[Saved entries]
□ □ □ □

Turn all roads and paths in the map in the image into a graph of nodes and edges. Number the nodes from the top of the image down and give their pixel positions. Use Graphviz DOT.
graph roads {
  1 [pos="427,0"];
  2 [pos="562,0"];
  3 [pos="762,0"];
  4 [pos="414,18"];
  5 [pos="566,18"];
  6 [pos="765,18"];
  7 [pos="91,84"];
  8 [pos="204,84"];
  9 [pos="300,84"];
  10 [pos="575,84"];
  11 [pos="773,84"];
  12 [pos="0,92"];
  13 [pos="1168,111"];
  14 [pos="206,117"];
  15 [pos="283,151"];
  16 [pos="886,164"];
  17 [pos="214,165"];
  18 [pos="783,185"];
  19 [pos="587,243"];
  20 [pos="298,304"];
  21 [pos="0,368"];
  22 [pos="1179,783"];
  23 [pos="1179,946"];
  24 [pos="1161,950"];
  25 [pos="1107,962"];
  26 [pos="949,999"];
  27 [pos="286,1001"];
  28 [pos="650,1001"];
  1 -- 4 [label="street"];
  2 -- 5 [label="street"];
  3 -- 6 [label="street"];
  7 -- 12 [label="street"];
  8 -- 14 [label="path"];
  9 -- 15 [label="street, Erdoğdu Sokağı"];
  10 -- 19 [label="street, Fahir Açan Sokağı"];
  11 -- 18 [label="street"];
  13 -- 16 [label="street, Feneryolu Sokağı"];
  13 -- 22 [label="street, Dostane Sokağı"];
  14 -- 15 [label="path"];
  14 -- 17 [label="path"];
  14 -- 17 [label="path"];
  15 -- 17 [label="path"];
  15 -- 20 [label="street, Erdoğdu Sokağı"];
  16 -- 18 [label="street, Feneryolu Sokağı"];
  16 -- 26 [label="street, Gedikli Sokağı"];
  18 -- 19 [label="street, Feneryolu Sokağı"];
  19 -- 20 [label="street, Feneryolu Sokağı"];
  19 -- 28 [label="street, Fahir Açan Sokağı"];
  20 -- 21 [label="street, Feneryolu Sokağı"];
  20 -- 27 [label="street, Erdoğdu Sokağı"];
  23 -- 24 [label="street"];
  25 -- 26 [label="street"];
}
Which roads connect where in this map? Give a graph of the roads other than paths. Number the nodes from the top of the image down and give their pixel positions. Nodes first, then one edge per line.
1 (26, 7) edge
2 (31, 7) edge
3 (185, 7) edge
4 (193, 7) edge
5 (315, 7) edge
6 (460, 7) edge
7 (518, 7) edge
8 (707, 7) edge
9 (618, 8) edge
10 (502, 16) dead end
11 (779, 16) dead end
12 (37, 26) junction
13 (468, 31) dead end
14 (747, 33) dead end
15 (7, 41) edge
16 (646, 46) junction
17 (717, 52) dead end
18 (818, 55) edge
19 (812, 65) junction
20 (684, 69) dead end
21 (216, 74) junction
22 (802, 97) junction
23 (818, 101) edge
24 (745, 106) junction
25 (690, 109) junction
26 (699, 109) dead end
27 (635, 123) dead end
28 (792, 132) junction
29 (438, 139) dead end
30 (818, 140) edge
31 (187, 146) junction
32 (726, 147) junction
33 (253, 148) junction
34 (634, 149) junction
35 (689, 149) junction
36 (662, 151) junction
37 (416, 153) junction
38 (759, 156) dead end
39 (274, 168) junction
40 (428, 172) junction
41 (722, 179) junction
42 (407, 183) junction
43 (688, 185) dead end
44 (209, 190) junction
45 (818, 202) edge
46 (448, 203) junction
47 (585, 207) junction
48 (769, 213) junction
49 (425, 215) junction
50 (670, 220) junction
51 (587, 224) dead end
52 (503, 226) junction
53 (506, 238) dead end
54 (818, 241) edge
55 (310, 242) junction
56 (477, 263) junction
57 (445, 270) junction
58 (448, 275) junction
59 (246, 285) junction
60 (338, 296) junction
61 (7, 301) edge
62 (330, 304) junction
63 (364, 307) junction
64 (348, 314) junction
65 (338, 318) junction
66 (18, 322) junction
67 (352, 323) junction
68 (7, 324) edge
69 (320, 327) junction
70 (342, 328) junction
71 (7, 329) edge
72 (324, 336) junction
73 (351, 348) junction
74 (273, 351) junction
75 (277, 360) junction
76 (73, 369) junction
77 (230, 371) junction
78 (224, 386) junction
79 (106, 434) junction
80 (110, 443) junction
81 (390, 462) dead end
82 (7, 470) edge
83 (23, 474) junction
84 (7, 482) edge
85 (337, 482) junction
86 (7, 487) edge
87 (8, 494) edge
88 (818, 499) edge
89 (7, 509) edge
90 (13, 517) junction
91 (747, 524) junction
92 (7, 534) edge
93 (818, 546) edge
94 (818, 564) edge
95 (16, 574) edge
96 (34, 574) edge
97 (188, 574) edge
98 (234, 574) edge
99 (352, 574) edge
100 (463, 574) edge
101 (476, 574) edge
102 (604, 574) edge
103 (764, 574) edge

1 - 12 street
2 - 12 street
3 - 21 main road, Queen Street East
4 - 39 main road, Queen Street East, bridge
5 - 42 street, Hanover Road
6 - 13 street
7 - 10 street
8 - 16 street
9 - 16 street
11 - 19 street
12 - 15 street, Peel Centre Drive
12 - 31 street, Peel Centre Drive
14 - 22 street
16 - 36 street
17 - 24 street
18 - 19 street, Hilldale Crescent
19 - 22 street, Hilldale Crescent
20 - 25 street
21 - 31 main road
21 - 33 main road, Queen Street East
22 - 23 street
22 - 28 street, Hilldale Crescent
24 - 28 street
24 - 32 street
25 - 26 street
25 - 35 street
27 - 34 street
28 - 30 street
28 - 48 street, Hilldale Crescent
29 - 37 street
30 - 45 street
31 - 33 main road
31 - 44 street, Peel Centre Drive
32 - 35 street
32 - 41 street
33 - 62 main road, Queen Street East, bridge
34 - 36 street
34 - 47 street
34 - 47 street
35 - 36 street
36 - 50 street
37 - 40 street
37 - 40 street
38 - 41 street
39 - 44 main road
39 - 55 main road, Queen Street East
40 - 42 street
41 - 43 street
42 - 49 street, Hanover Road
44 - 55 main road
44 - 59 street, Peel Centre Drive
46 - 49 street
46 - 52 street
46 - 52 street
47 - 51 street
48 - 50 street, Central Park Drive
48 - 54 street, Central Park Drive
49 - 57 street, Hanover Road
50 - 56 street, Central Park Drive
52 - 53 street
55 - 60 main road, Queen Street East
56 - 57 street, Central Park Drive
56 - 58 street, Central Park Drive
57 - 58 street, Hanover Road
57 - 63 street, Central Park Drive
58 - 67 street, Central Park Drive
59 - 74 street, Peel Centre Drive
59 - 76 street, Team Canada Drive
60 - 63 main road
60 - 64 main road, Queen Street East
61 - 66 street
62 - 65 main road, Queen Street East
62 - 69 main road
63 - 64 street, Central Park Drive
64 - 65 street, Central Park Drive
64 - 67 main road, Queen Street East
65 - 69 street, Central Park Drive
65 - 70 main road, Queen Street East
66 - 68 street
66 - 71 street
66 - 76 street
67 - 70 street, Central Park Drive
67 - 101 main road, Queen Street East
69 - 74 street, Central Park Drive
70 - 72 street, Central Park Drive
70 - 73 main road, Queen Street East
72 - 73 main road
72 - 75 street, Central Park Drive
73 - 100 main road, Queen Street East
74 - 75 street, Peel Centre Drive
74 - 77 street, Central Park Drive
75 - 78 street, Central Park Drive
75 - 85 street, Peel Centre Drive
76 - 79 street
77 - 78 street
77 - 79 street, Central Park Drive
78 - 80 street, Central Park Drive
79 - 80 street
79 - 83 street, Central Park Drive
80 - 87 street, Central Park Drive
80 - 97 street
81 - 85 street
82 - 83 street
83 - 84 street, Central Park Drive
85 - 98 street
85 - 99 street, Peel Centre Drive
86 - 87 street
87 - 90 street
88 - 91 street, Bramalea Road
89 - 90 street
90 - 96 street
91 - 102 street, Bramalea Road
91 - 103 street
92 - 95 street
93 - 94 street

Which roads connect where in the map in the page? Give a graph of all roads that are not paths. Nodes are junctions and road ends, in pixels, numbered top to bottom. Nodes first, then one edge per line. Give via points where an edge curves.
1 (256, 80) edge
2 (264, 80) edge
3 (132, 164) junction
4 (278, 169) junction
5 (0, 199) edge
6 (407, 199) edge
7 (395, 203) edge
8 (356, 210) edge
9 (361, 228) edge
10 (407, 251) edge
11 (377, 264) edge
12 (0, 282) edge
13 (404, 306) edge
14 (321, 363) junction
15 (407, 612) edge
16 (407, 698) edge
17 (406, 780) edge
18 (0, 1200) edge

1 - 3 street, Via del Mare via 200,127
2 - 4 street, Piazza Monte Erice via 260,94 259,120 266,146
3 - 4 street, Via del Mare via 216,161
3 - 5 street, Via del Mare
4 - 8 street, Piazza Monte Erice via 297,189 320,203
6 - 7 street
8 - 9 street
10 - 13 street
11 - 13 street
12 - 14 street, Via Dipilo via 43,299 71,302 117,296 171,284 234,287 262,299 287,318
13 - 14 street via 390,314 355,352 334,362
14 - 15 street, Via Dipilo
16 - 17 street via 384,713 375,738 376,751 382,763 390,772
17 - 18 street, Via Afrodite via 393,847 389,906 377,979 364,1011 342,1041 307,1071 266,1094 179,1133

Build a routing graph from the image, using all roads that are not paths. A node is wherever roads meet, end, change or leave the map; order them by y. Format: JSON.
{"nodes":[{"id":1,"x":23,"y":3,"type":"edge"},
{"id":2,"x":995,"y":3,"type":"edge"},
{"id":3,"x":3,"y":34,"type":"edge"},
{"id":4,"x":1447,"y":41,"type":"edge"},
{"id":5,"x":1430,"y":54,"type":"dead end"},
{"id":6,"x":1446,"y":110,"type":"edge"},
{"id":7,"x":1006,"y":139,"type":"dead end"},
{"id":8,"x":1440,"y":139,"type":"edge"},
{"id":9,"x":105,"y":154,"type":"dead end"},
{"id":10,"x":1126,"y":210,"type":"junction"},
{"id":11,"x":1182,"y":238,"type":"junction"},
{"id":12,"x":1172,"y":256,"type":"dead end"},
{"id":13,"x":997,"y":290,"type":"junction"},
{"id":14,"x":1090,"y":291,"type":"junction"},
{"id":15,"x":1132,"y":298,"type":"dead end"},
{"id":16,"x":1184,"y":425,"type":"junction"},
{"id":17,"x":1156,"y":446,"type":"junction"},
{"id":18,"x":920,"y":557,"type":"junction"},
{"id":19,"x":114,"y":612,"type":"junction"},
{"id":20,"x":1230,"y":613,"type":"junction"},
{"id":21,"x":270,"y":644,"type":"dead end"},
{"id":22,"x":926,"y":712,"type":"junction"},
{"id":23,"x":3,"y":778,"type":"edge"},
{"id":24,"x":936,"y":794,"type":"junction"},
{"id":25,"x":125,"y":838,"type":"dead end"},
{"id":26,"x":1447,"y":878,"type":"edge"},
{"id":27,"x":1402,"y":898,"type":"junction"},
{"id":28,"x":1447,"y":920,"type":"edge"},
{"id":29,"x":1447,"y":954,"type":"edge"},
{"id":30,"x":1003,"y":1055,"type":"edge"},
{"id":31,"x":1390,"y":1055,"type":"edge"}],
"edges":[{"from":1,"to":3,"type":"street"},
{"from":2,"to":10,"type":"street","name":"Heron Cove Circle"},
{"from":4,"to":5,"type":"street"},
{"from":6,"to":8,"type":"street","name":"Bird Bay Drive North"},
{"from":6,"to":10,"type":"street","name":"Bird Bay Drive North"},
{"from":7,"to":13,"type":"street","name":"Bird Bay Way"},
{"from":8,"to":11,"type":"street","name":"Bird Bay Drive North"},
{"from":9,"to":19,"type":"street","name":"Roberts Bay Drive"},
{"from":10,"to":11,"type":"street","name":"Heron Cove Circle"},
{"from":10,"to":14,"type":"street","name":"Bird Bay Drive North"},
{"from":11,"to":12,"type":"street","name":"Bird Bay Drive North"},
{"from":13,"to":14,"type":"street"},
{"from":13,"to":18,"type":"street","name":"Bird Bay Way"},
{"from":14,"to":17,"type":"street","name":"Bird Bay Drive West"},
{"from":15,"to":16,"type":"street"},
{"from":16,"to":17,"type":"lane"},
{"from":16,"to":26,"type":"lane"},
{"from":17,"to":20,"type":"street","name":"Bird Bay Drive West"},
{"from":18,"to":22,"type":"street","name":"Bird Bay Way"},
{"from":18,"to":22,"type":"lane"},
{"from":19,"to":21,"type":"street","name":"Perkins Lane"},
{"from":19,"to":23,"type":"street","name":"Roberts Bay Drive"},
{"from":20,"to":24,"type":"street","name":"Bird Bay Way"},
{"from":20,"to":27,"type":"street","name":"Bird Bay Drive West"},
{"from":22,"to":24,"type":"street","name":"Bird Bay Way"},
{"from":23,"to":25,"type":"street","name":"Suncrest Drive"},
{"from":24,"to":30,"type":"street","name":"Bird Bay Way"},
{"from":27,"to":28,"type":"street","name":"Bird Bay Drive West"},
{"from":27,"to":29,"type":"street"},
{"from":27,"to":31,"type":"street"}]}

□ □ □ □

### What you are asked to do
Filter the records above and copy every line that contains the word "Mare".

### Exercise answer
1 - 3 street, Via del Mare via 200,127
3 - 4 street, Via del Mare via 216,161
3 - 5 street, Via del Mare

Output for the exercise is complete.